(Stored items from a collection)
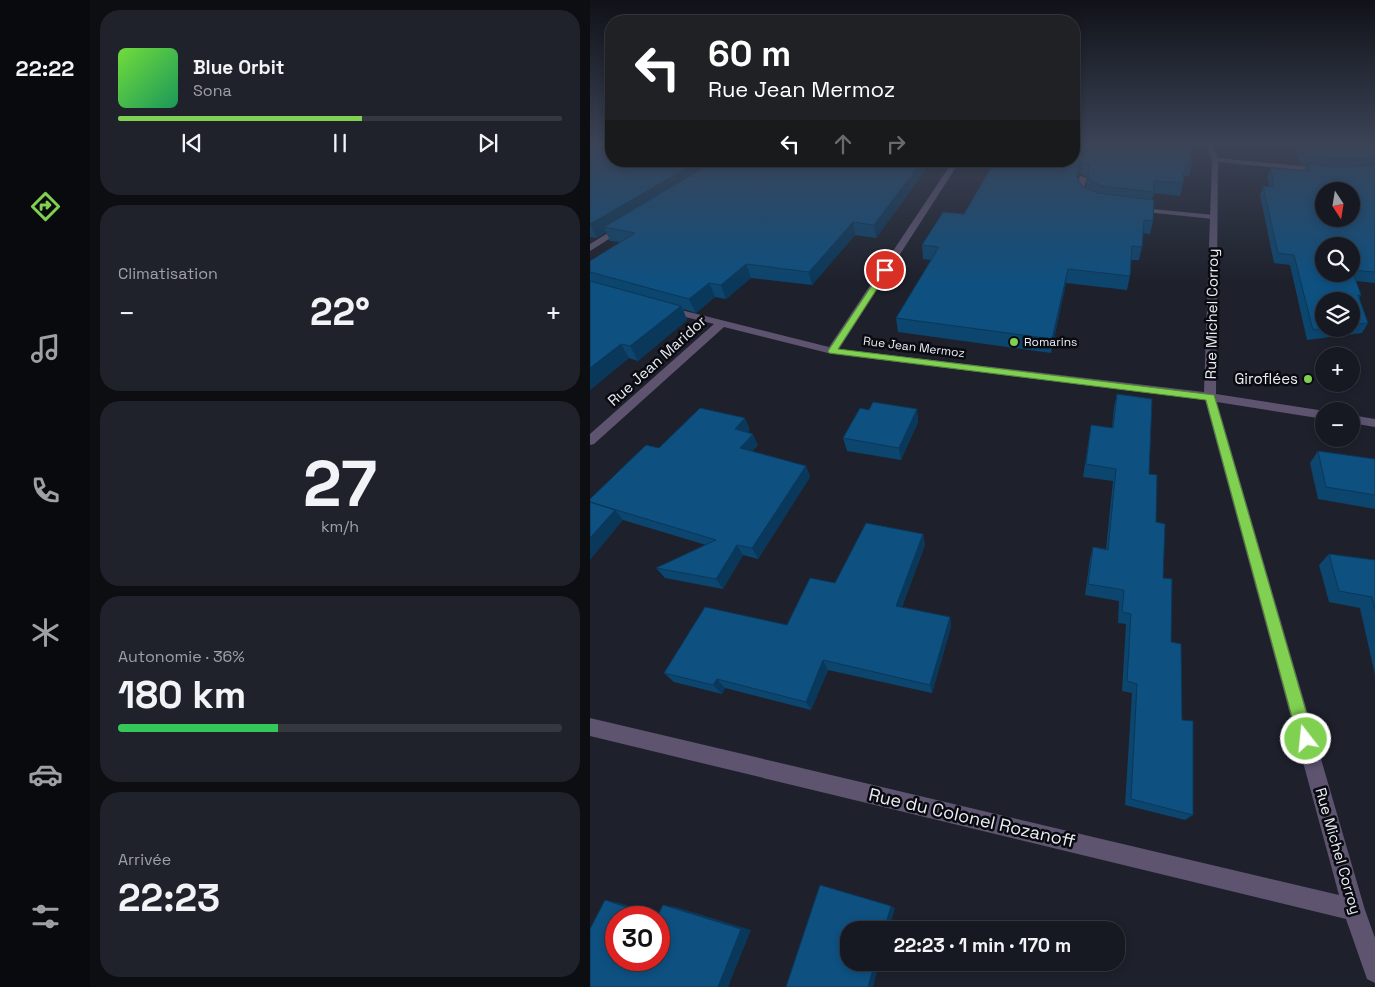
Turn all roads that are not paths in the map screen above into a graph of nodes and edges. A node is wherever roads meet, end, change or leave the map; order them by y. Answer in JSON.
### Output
{"nodes":[{"id":1,"x":937,"y":191,"type":"edge"},
{"id":2,"x":1082,"y":191,"type":"edge"},
{"id":3,"x":1214,"y":191,"type":"edge"},
{"id":4,"x":1098,"y":202,"type":"edge"},
{"id":5,"x":1126,"y":207,"type":"edge"},
{"id":6,"x":1214,"y":216,"type":"junction"},
{"id":7,"x":632,"y":222,"type":"edge"},
{"id":8,"x":590,"y":248,"type":"edge"},
{"id":9,"x":654,"y":306,"type":"edge"},
{"id":10,"x":721,"y":324,"type":"junction"},
{"id":11,"x":832,"y":351,"type":"junction"},
{"id":12,"x":1210,"y":397,"type":"junction"},
{"id":13,"x":1315,"y":414,"type":"edge"},
{"id":14,"x":1360,"y":421,"type":"edge"},
{"id":15,"x":1375,"y":423,"type":"edge"},
{"id":16,"x":590,"y":441,"type":"edge"},
{"id":17,"x":590,"y":727,"type":"edge"},
{"id":18,"x":1354,"y":910,"type":"junction"},
{"id":19,"x":1375,"y":971,"type":"edge"}],
"edges":[{"from":1,"to":11,"type":"street"},
{"from":2,"to":4,"type":"street"},
{"from":3,"to":6,"type":"street","name":"Rue Michel Corroy"},
{"from":5,"to":6,"type":"street"},
{"from":6,"to":12,"type":"street","name":"Rue Michel Corroy"},
{"from":7,"to":8,"type":"street"},
{"from":9,"to":10,"type":"street","name":"Rue Jean Mermoz"},
{"from":10,"to":11,"type":"street","name":"Rue Jean Mermoz"},
{"from":10,"to":16,"type":"street","name":"Rue Jean Maridor"},
{"from":11,"to":12,"type":"street","name":"Rue Jean Mermoz"},
{"from":12,"to":13,"type":"street","name":"Rue Jean Mermoz"},
{"from":12,"to":18,"type":"street","name":"Rue Michel Corroy"},
{"from":14,"to":15,"type":"street"},
{"from":17,"to":18,"type":"street","name":"Rue du Colonel Rozanoff"},
{"from":18,"to":19,"type":"street","name":"Rue Michel Corroy"}]}
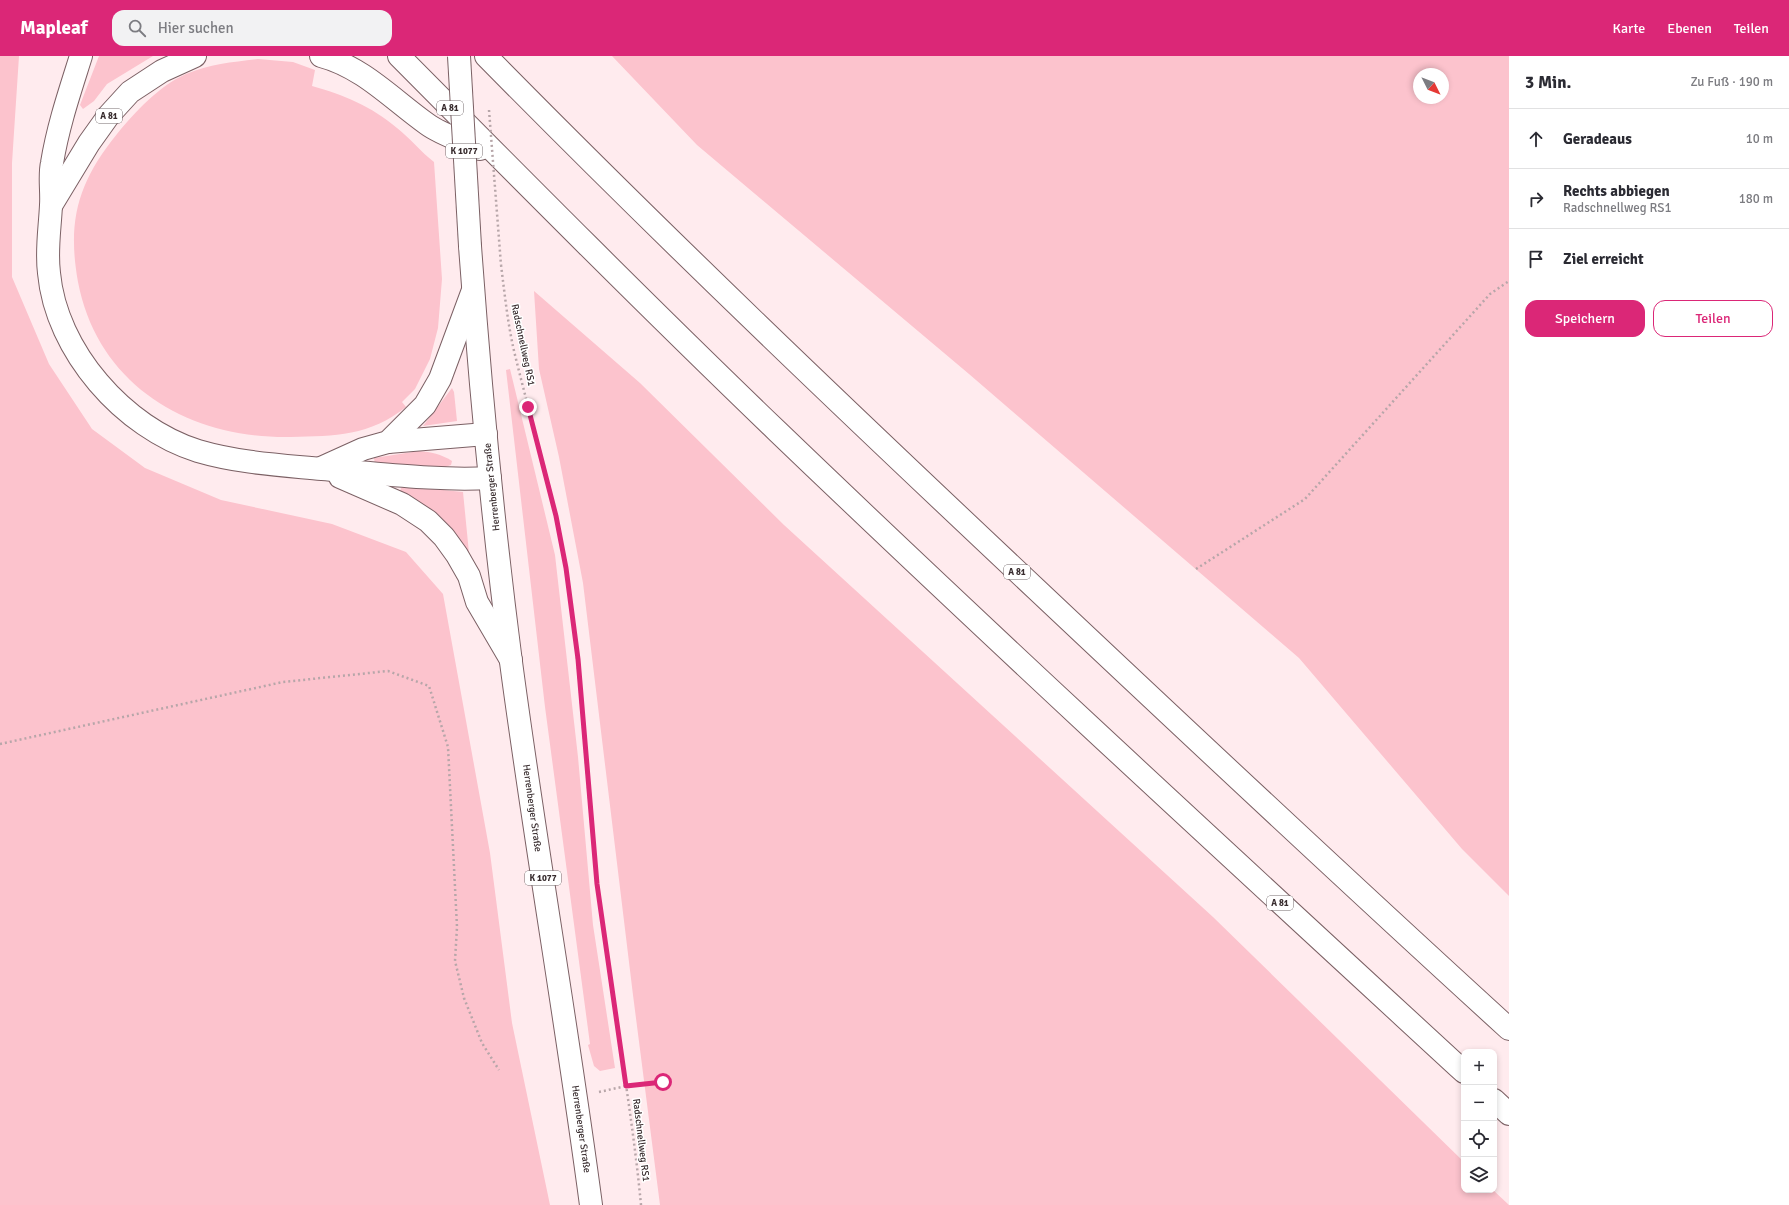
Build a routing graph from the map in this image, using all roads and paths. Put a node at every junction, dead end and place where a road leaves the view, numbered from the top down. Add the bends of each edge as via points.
1 (81, 56) edge
2 (195, 56) edge
3 (322, 56) edge
4 (399, 56) edge
5 (459, 56) edge
6 (486, 56) edge
7 (488, 106) dead end
8 (501, 159) junction
9 (51, 205) junction
10 (1509, 281) edge
11 (473, 290) junction
12 (486, 434) junction
13 (388, 442) junction
14 (321, 468) junction
15 (490, 478) junction
16 (1196, 569) dead end
17 (511, 660) junction
18 (0, 744) edge
19 (1509, 1029) edge
20 (1461, 1069) edge
21 (499, 1070) dead end
22 (663, 1082) dead end
23 (626, 1086) junction
24 (1497, 1103) edge
25 (1509, 1114) edge
26 (591, 1205) edge
27 (641, 1205) edge

1 - 9 main road via 59,127 53,158
2 - 9 main road, A 81 via 162,71 130,92 89,143
3 - 8 main road, A 81 via 361,74 428,125
4 - 8 main road, A 81
5 - 11 main road, K 1077, bridge
6 - 19 main road, A 81 via 709,279 845,410 1212,755
7 - 23 path, Radschnellweg RS1, bridge via 501,265 515,358 542,459 566,568 578,659 597,884
8 - 20 main road, A 81 via 795,448 1232,859
9 - 14 main road via 47,243 49,275 57,311 82,361 112,398 150,427 197,450 250,462
10 - 16 path via 1490,294 1305,499
11 - 12 main road, K 1077
11 - 13 main road via 440,379 425,405
12 - 13 main road
12 - 15 main road, Herrenberger Straße / K 1077
13 - 14 main road via 363,449
14 - 15 main road via 440,479
14 - 17 main road via 402,504 428,521 444,537 457,555 477,602
15 - 17 main road, Herrenberger Straße / K 1077
17 - 26 main road, Herrenberger Straße / K 1077
18 - 21 path via 283,682 388,671 429,686 448,747 457,927 455,961 464,998 482,1043
22 - 23 path
23 - 27 path, Radschnellweg RS1
24 - 25 main road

Work to complete | How many of the lines above include the word "Straße"? Only the number should be given.

Result of this exercise | 3